The Umpqua-Brown contract obligated Brown to log, buck, yard and deliver to Umpqua’s mill ponds or mills the timber in question. Brown agreed to perform all conditions in the Forest Service-Umpqua contract, save as to payment. Brown agreed to begin at once and complete logging and delivery not later than June 30,1955. The contract continued: “All peel-able logs shall be delivered to Umpqua’s mill pond, Green Station, Oregon. * * * Umpqua shall have the right to maintain an employee on the landing of the logger, who shall pick and select peeler and peelable logs and who shall designate the mill or mills to which said logs shall be delivered. Logger agrees to follow the directions of said employee in this regard. * * *”

*307Prior to beginning falling, Brown was to prepare a logging plan for the area, to be approved by the Forest Supervisor. Logging operations were to follow this plan. Roads bnilt by Umpqua were to be turned over to Brown after construction and inspection.

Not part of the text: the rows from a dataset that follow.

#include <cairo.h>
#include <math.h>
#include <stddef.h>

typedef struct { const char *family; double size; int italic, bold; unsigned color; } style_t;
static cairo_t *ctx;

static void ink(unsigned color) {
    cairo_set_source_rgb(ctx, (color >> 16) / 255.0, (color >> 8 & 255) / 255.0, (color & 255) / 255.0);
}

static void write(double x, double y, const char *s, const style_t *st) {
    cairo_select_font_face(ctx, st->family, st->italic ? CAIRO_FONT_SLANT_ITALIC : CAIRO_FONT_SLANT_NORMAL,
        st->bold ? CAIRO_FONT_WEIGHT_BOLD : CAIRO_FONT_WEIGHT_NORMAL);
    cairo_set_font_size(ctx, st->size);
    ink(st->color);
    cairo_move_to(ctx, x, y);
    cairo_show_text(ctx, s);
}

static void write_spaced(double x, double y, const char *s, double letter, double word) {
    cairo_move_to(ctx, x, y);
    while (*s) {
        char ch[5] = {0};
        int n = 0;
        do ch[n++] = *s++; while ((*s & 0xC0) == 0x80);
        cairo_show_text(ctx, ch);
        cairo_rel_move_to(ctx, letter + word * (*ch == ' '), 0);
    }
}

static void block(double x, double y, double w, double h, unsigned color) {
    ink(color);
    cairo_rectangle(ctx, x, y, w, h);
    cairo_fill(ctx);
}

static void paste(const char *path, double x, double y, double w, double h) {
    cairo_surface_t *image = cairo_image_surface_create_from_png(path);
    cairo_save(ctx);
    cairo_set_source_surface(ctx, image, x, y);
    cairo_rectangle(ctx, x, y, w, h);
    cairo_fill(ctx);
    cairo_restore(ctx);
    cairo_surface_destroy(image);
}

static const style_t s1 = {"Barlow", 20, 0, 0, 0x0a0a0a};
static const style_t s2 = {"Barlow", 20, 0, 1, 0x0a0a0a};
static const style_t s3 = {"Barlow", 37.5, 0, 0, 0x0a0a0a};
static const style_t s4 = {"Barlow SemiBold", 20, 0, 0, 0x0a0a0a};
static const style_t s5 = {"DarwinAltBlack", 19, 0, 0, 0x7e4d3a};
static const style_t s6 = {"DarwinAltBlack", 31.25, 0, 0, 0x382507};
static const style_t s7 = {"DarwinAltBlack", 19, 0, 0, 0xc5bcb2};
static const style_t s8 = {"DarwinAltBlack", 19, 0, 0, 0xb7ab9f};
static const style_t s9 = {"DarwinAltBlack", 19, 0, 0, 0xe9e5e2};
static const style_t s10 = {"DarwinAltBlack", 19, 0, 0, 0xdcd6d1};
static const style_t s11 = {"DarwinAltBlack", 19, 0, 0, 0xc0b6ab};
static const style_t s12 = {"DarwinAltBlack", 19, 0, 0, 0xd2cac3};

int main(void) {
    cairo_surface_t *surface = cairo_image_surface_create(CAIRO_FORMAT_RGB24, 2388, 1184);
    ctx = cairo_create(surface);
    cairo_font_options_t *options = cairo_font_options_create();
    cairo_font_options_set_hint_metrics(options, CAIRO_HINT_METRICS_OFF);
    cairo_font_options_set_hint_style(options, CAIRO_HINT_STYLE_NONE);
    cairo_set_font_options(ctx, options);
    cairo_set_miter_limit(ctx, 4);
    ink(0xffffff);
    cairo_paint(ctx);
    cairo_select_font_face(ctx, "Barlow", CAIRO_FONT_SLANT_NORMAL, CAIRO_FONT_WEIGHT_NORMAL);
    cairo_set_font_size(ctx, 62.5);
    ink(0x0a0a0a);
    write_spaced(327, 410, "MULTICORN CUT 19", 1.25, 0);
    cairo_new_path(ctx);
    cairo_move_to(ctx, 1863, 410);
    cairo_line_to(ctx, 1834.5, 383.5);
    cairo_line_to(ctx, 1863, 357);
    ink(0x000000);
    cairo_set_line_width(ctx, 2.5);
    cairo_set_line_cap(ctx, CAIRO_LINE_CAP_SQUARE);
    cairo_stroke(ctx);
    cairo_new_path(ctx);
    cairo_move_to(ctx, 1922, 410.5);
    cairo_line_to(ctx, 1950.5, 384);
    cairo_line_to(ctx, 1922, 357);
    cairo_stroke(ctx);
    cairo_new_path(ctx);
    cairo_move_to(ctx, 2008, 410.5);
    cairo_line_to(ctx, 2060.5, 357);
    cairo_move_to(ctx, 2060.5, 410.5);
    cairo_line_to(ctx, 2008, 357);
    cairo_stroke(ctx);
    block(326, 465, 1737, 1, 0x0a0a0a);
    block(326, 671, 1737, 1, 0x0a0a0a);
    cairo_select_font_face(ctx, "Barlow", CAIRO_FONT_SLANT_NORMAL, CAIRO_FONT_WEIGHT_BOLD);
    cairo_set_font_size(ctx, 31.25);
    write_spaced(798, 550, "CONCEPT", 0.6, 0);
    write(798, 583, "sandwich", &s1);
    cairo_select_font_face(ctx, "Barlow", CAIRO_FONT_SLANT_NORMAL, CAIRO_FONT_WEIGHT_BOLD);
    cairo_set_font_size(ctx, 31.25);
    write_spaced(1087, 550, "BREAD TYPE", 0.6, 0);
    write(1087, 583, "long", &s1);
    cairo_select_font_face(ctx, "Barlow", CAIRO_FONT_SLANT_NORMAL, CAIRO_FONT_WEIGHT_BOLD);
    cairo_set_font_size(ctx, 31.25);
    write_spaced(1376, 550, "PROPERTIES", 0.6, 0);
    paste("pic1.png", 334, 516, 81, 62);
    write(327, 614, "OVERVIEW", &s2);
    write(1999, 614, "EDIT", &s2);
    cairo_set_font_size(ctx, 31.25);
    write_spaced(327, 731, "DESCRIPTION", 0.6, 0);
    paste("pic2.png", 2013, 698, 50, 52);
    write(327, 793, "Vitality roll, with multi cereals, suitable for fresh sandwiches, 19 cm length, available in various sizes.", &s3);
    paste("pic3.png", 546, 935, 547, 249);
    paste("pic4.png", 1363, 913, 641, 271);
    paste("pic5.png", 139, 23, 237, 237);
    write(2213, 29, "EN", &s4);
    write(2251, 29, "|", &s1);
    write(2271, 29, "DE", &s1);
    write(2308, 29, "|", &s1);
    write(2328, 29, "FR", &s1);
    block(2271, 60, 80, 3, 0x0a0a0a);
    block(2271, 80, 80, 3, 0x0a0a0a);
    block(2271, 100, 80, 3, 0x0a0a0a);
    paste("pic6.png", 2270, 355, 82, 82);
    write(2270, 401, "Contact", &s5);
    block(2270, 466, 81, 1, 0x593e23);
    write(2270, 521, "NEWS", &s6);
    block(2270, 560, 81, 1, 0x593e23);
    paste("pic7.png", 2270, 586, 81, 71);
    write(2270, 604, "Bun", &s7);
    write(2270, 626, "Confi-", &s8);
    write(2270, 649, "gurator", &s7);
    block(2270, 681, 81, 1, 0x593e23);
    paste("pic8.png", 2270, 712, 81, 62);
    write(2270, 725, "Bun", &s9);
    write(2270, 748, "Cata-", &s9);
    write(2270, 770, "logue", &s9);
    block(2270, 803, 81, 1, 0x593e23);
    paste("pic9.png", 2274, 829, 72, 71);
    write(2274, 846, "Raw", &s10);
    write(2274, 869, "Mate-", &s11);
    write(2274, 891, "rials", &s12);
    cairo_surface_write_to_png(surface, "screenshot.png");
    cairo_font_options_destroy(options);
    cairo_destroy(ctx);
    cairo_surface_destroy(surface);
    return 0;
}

As to premises, common enterprise, related purposes. Plaintiff argues that plaintiff McGuire and defendant’s employee Dennis, who caused the injury, were not upon the same “premises” within the meaning of the statute “for the reason that the location of the faller Dennis in the woods and the location of the injured workman on the road were not the same, nor was either place the subject of joint supervision and control by the two employers nor a premise on which they were engaged in a common enterprise.” And that the Workmen’s Compensation Act was passed “to cover situations in which employees are compelled to intermingle by the exigencies of their trade, but not to situations in which they are required to be kept separate in point of place of work or time of occupancy of such place of work.”

“* * * Clearly, the term ‘premises’ should not be confined within a small perimeter, but should be extended to the entire area where the work was in progress. The Act deals with practical matters, and its phraseology should receive practical construction. * * *” Kosmecki v. Portland Stevedoring Co., 190 Or 85, 94, 223 P2d 1035.

And from Inwall v. Transpacific Lumber Co., 165 Or 560, 571, 108 P2d 522:

“* * * To become ‘engaged in the furtherance of a common enterprise’ it is not essential that the workmen formally enter into an agreement to that effect. All that is essential is that *308they occupy the same premises and perform component parts of a general undertaking. * * *”

See, also, Hensler v. City of Portland, 212 Or 28, 34, 318 P2d 313.

“Premises” may not be given the circumscribed meaning suggested by plaintiff. Johnson v. Timber Structures, Inc., 203 Or 670, 281 P2d 723. Where were the parties engaged in the “furtherance of a common enterprise or the accomplishment of the same or related purposes in operation”? It was the sale area wherein they were performing their contracts and discharging their responsibilities, and they were not restricted to the ground on which they stood. We may not limit the premises to the road, the rock outcropping or the tree felled by Dennis. The work was in progress within that area and the two employers were furthering a common enterprise and accomplishing related purposes. The construction of the roadway was essential to the logging operation. Both were constituent elements of the two contracts, the Umpqua-Porest Service contract and the Umpqua-Brown contract, which incorporated the former.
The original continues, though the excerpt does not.